TASK DATA =>

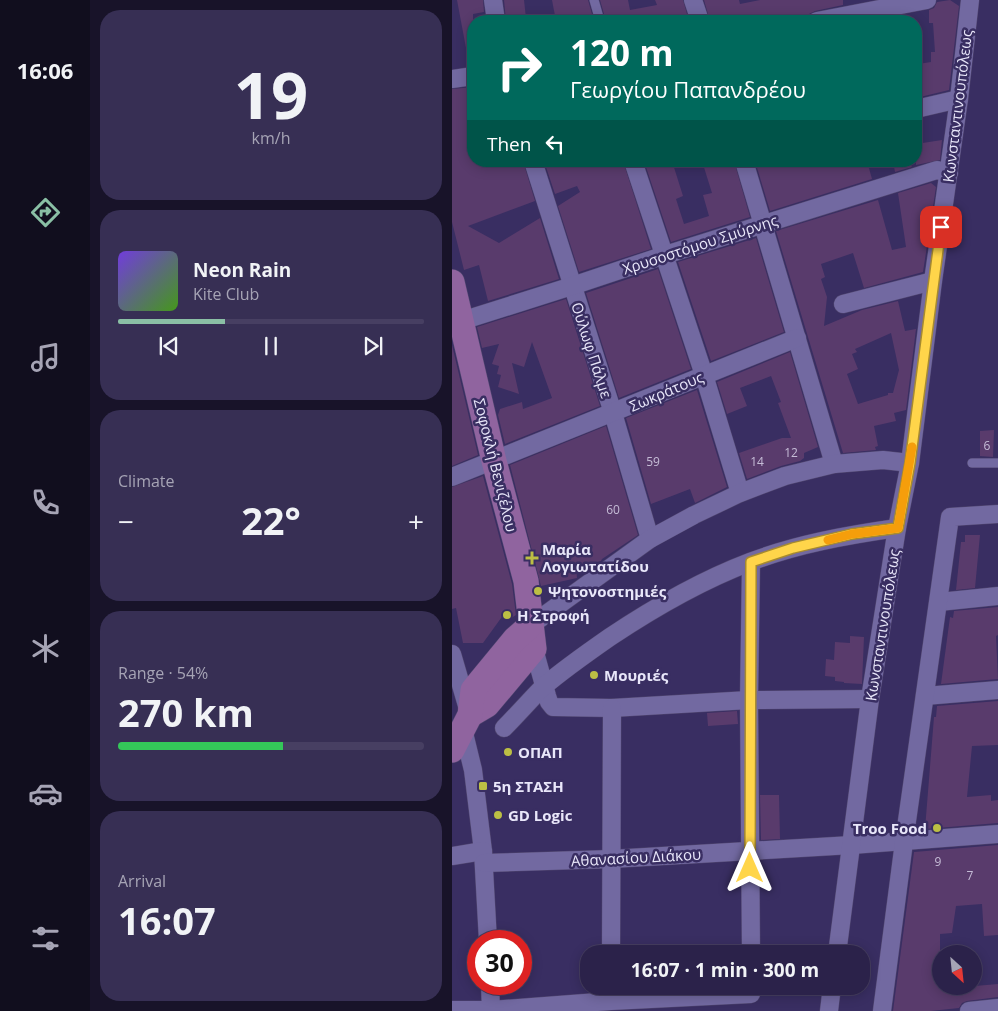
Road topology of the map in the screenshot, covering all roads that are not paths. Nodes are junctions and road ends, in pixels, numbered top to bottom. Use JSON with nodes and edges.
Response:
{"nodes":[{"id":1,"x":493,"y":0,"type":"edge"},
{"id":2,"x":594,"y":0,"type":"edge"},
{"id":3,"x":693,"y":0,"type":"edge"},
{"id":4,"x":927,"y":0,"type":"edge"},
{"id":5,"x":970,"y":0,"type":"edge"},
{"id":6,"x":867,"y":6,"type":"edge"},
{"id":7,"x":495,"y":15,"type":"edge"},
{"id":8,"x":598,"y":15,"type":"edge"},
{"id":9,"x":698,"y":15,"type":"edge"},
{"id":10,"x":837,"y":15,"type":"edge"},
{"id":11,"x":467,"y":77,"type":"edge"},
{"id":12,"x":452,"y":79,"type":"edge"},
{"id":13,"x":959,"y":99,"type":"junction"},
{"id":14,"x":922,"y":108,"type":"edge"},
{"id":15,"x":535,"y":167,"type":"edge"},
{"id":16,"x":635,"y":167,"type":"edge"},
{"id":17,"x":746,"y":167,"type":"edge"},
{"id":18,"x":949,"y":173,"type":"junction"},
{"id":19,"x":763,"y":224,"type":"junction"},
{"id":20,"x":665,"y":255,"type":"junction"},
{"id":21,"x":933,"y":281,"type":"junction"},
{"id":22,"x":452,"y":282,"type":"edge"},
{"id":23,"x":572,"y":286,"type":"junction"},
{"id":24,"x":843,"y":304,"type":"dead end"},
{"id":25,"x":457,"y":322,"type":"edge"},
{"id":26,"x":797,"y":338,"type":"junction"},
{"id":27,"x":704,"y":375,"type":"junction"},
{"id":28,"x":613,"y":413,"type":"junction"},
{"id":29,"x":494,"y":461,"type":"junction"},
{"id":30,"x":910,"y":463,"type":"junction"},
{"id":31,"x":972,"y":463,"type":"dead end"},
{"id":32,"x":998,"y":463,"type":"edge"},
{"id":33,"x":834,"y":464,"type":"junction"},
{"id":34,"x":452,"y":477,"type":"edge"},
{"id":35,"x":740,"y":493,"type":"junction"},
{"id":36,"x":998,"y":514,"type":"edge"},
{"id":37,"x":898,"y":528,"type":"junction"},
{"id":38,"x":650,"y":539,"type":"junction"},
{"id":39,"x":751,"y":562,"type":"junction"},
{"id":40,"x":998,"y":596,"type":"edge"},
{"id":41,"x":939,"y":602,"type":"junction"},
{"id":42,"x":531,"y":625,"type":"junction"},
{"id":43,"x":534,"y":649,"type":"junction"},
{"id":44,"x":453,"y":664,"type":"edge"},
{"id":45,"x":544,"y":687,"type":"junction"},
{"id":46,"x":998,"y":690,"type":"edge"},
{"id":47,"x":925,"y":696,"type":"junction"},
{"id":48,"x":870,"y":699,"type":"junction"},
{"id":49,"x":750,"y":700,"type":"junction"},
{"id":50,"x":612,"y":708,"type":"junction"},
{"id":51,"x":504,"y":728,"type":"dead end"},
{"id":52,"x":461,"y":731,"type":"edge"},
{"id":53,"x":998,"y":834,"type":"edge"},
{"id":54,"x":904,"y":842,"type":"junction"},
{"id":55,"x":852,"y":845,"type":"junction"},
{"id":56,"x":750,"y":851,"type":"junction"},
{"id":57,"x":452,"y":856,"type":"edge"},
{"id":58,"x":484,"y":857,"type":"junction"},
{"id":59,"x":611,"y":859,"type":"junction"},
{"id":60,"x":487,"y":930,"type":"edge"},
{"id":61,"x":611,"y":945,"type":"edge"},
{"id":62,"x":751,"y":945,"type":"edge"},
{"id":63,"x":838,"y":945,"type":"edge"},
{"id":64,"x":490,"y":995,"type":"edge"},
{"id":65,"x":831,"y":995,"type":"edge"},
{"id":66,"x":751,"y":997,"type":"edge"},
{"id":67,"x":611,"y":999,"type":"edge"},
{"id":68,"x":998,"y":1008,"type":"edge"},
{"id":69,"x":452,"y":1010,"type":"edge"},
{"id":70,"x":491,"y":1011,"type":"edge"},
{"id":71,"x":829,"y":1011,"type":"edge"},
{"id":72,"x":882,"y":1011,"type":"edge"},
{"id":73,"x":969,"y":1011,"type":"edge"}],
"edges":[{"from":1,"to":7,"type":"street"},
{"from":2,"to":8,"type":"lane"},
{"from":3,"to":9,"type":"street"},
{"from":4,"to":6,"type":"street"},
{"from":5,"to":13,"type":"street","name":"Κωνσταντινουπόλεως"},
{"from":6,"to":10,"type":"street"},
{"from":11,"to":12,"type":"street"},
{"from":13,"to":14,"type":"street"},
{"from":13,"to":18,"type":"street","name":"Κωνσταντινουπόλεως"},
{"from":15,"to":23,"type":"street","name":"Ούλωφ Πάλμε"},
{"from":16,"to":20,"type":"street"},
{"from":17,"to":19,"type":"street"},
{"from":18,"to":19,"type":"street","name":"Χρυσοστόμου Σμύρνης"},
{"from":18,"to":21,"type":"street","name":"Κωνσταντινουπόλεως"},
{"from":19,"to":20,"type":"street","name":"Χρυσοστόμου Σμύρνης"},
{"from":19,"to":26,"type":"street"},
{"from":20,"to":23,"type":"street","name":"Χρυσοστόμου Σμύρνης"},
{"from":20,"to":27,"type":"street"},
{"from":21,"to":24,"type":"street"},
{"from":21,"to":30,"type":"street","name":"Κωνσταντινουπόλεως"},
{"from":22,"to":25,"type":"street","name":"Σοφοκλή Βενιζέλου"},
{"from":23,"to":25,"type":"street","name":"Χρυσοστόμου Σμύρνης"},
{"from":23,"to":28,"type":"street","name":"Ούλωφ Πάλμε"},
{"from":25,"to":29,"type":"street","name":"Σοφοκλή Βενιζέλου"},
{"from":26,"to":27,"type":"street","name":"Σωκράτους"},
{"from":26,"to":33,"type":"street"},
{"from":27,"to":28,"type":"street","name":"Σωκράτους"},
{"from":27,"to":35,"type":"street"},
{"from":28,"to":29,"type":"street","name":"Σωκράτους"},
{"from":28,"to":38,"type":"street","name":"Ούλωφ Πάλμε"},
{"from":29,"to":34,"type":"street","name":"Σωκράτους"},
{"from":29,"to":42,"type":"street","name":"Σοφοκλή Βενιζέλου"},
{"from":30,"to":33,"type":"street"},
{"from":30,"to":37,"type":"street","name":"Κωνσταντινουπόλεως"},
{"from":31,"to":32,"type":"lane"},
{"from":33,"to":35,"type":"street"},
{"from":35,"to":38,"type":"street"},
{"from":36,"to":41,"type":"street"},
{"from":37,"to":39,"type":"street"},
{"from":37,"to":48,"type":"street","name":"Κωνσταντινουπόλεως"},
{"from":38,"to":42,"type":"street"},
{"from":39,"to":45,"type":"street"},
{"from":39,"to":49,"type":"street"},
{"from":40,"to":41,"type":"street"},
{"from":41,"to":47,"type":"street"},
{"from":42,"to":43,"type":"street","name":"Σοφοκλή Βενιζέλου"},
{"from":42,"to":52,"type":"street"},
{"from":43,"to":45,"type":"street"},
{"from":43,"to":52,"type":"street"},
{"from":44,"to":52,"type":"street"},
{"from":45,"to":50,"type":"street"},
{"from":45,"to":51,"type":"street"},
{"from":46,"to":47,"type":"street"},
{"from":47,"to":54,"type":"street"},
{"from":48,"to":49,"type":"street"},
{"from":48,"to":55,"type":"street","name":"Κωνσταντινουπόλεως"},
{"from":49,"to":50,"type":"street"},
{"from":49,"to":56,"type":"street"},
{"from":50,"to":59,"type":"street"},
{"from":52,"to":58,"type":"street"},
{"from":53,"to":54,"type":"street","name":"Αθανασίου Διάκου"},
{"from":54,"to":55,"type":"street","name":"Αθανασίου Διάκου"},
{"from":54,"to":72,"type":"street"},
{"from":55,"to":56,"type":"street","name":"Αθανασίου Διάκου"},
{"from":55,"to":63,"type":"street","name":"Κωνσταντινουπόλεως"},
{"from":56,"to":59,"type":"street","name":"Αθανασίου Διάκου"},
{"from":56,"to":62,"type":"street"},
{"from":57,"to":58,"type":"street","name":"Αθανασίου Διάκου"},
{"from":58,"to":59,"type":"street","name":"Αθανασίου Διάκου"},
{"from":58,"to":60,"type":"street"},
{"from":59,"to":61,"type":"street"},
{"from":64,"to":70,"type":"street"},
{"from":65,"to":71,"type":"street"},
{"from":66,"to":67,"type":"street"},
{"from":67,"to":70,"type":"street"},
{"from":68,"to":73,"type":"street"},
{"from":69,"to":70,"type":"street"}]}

EXERCISE AIM =>
Scan the lines above for the word "Χρυσοστόμου", then copy each line that has it.

RESPONSE TO THIS EXERCISE =>
{"from":18,"to":19,"type":"street","name":"Χρυσοστόμου Σμύρνης"},
{"from":19,"to":20,"type":"street","name":"Χρυσοστόμου Σμύρνης"},
{"from":20,"to":23,"type":"street","name":"Χρυσοστόμου Σμύρνης"},
{"from":23,"to":25,"type":"street","name":"Χρυσοστόμου Σμύρνης"},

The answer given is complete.